Data to examine Block Start
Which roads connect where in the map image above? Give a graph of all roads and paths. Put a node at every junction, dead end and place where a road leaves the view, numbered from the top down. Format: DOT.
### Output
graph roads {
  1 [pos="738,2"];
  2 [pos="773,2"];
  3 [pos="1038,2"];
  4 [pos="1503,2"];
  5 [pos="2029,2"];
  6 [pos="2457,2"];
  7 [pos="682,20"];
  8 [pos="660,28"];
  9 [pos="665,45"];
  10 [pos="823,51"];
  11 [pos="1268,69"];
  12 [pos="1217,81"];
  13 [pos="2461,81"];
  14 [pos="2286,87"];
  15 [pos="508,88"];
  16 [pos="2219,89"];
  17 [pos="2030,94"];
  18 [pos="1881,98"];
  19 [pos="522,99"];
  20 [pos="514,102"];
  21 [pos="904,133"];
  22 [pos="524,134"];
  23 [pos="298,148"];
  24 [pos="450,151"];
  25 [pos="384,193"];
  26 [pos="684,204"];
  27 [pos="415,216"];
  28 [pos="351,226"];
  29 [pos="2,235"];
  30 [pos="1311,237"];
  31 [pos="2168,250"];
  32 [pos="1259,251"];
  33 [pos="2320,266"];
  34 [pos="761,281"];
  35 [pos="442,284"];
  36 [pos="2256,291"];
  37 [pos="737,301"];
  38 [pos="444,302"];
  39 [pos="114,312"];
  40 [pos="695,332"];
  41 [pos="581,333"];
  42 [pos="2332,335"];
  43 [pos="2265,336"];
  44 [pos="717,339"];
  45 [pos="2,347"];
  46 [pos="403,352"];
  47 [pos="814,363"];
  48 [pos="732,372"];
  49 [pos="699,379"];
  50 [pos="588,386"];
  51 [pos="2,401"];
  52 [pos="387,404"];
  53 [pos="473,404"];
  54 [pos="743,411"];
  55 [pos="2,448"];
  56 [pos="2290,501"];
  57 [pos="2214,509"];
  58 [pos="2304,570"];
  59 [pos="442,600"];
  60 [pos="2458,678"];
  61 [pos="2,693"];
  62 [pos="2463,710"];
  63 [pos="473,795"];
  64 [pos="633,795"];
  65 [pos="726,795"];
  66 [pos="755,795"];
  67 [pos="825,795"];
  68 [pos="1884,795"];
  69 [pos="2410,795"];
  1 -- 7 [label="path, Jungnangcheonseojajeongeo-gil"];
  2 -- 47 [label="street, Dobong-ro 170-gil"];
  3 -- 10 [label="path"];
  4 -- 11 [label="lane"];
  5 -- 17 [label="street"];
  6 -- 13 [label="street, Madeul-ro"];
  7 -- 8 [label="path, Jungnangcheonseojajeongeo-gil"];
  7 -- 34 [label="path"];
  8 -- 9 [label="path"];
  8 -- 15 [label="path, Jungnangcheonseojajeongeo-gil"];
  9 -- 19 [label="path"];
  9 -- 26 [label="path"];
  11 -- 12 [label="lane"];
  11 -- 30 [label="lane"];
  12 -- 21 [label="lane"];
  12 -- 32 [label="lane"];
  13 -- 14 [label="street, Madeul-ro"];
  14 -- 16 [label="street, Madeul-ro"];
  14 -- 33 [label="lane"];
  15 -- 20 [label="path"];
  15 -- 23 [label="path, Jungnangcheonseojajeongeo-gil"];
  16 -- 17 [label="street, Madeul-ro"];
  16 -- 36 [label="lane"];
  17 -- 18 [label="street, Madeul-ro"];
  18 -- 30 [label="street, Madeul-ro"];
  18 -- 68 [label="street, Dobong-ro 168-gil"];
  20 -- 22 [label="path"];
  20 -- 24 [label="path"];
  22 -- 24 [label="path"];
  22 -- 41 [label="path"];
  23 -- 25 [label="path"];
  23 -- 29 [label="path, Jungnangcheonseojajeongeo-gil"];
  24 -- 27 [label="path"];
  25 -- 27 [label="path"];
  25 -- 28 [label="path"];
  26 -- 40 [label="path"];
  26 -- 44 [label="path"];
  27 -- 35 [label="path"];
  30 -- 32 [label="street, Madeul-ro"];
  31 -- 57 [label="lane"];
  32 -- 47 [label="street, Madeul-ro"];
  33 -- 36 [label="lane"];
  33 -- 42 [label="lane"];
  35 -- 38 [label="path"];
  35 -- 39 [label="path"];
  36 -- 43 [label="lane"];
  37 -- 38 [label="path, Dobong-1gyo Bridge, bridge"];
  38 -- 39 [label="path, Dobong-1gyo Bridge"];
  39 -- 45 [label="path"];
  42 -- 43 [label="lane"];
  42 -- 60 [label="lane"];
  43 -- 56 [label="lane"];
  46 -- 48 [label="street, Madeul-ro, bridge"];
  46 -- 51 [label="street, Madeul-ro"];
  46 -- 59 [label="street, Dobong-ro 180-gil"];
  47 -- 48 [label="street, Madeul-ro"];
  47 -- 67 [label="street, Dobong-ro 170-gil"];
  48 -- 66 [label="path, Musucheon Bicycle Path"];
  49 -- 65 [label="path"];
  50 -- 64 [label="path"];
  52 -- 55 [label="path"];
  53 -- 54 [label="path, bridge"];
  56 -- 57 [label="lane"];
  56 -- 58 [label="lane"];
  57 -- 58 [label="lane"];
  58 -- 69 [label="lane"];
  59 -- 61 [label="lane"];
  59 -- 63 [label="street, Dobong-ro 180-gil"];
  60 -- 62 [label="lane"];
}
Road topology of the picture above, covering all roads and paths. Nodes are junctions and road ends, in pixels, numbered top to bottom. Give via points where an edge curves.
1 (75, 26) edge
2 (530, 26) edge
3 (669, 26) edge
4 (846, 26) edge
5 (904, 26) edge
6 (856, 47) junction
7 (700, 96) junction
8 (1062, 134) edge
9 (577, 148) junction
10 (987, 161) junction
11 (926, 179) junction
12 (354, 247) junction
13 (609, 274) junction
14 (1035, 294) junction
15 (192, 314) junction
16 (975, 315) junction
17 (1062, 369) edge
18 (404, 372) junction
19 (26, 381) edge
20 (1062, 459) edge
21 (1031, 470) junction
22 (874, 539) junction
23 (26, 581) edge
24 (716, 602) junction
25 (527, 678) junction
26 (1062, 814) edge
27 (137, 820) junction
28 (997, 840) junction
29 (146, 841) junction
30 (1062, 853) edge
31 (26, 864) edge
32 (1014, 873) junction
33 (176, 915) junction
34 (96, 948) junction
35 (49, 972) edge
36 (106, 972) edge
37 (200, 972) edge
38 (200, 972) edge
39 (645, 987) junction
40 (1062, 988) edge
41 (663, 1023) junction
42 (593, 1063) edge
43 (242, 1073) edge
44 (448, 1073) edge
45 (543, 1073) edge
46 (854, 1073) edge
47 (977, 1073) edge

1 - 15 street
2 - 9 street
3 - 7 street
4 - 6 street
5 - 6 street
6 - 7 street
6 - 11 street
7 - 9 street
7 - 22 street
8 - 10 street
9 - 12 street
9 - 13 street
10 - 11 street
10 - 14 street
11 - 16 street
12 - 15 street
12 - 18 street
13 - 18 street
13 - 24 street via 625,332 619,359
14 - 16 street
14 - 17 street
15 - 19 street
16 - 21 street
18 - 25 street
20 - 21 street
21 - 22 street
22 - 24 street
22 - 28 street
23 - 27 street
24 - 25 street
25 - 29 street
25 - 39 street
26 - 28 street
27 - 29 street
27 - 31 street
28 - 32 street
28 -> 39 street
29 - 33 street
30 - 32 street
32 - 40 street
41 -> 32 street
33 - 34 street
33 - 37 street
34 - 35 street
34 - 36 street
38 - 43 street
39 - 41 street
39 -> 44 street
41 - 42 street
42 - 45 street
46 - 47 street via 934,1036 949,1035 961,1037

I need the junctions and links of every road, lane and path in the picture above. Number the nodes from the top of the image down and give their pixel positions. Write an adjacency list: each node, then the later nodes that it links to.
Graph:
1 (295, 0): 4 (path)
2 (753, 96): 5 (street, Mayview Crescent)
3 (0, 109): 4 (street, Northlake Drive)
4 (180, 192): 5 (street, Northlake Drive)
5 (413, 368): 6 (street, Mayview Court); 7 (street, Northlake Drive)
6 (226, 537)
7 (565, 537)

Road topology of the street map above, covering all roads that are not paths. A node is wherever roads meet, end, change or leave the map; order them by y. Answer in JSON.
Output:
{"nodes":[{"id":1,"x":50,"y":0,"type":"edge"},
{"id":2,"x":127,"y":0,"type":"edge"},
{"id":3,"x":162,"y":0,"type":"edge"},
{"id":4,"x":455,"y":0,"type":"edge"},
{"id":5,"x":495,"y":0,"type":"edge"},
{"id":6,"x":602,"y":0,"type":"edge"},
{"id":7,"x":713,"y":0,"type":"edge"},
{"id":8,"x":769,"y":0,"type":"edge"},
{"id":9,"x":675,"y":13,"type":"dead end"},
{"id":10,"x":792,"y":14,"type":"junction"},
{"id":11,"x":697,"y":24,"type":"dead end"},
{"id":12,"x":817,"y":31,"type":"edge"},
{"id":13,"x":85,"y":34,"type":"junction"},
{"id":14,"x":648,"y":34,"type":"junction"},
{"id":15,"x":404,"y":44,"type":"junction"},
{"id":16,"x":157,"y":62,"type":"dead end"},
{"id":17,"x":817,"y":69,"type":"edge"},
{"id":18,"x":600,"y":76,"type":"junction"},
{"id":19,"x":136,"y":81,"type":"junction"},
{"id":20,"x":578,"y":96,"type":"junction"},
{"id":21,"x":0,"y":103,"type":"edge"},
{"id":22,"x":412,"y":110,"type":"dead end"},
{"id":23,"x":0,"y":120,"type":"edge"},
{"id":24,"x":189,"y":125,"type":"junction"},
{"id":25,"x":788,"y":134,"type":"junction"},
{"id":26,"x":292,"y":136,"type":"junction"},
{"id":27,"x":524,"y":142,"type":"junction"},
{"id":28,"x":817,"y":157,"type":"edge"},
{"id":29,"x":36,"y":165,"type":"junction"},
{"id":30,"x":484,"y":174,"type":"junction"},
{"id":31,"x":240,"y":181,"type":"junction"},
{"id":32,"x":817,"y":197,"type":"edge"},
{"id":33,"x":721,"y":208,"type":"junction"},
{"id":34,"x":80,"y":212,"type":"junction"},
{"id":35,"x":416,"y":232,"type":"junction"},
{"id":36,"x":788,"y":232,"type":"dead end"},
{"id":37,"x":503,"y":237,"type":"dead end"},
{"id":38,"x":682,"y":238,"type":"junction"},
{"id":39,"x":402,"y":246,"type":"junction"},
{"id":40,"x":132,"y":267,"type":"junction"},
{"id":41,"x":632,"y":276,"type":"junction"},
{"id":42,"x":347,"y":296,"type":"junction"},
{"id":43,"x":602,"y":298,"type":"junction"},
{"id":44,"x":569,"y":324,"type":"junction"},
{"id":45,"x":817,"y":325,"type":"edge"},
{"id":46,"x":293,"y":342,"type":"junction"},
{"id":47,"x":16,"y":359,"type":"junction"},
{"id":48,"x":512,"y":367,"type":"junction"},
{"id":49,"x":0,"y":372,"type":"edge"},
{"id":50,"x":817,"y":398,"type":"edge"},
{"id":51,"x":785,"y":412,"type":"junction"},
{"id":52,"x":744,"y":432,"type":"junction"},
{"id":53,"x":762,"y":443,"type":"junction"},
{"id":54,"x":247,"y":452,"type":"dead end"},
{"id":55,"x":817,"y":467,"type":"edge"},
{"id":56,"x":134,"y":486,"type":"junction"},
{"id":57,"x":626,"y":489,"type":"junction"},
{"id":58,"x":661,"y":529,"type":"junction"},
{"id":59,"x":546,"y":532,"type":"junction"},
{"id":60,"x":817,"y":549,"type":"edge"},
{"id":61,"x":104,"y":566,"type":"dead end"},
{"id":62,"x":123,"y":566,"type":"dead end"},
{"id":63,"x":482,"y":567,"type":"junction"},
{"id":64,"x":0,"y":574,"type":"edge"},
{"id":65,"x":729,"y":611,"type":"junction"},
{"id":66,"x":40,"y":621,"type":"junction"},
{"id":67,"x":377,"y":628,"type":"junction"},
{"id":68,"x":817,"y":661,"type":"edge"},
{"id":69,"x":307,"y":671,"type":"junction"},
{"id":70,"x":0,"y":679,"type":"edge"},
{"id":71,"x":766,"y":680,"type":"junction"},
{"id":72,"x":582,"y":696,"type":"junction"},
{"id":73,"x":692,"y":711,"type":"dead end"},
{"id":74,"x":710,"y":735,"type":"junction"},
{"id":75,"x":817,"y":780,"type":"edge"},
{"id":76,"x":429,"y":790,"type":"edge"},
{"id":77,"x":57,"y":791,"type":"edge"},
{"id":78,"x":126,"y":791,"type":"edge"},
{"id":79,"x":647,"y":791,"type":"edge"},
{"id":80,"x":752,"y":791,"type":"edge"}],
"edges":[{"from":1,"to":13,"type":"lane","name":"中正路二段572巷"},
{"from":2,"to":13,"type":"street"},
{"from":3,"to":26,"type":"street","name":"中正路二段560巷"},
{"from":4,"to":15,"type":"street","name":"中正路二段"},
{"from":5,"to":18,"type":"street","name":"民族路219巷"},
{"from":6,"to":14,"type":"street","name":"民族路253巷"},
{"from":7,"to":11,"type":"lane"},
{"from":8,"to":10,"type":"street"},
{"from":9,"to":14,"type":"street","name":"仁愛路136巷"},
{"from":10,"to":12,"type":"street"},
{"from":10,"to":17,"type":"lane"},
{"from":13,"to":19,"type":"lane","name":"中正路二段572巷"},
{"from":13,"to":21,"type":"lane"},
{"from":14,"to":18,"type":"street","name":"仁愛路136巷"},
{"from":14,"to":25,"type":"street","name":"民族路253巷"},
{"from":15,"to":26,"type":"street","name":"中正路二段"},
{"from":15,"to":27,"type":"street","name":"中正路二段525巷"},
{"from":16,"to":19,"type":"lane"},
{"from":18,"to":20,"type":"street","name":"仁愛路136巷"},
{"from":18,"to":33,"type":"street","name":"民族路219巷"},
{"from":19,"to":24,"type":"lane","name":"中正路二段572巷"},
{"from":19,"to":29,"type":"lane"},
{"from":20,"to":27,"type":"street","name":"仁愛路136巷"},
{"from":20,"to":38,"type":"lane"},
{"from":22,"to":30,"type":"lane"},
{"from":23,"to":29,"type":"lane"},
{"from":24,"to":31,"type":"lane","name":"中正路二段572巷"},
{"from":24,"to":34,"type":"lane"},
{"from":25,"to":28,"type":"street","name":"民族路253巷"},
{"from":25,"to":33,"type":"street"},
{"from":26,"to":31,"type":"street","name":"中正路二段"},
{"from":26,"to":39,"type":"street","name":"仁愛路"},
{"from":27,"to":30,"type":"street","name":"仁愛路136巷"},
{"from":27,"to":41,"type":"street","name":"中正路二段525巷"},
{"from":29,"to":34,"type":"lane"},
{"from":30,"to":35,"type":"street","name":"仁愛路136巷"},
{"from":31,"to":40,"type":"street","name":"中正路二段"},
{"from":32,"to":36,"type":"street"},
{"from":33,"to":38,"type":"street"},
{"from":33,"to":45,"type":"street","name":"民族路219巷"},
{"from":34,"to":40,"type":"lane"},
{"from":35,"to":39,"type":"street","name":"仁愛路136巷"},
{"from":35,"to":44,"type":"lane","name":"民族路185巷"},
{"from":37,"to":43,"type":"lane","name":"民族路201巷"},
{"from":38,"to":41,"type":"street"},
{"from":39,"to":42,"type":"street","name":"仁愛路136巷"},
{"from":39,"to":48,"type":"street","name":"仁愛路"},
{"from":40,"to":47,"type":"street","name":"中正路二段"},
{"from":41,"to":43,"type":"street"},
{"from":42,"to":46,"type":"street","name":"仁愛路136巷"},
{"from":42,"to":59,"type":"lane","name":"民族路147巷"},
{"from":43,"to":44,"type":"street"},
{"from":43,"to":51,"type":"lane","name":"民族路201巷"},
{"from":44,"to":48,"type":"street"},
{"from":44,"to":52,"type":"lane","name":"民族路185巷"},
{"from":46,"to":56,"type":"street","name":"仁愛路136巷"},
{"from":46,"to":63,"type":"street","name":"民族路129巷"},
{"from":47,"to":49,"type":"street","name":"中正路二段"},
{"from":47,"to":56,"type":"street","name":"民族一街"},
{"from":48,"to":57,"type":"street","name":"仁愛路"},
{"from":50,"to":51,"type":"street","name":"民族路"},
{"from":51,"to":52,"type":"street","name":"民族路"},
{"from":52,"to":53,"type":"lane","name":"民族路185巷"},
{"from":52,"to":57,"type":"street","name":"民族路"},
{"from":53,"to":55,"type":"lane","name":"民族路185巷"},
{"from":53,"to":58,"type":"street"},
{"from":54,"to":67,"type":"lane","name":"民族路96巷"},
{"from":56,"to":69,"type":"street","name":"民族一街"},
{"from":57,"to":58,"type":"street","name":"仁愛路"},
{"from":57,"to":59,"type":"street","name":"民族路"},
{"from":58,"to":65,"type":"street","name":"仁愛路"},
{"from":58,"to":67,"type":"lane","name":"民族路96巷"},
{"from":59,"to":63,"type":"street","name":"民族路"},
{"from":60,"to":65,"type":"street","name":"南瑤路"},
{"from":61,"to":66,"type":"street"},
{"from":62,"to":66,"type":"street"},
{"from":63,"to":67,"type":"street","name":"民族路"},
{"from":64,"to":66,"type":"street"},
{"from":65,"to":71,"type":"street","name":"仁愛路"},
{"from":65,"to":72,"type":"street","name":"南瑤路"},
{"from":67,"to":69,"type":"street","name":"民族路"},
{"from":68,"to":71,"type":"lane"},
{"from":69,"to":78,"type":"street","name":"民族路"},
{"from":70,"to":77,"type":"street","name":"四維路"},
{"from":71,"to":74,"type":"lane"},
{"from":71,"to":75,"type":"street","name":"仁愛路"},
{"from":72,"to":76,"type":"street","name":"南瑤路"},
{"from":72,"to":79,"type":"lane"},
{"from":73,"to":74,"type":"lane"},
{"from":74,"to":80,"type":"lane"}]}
Data to examine Block End
Given the word "Northlake", show every line of the records that contains it.

3 (0, 109): 4 (street, Northlake Drive)
4 (180, 192): 5 (street, Northlake Drive)
5 (413, 368): 6 (street, Mayview Court); 7 (street, Northlake Drive)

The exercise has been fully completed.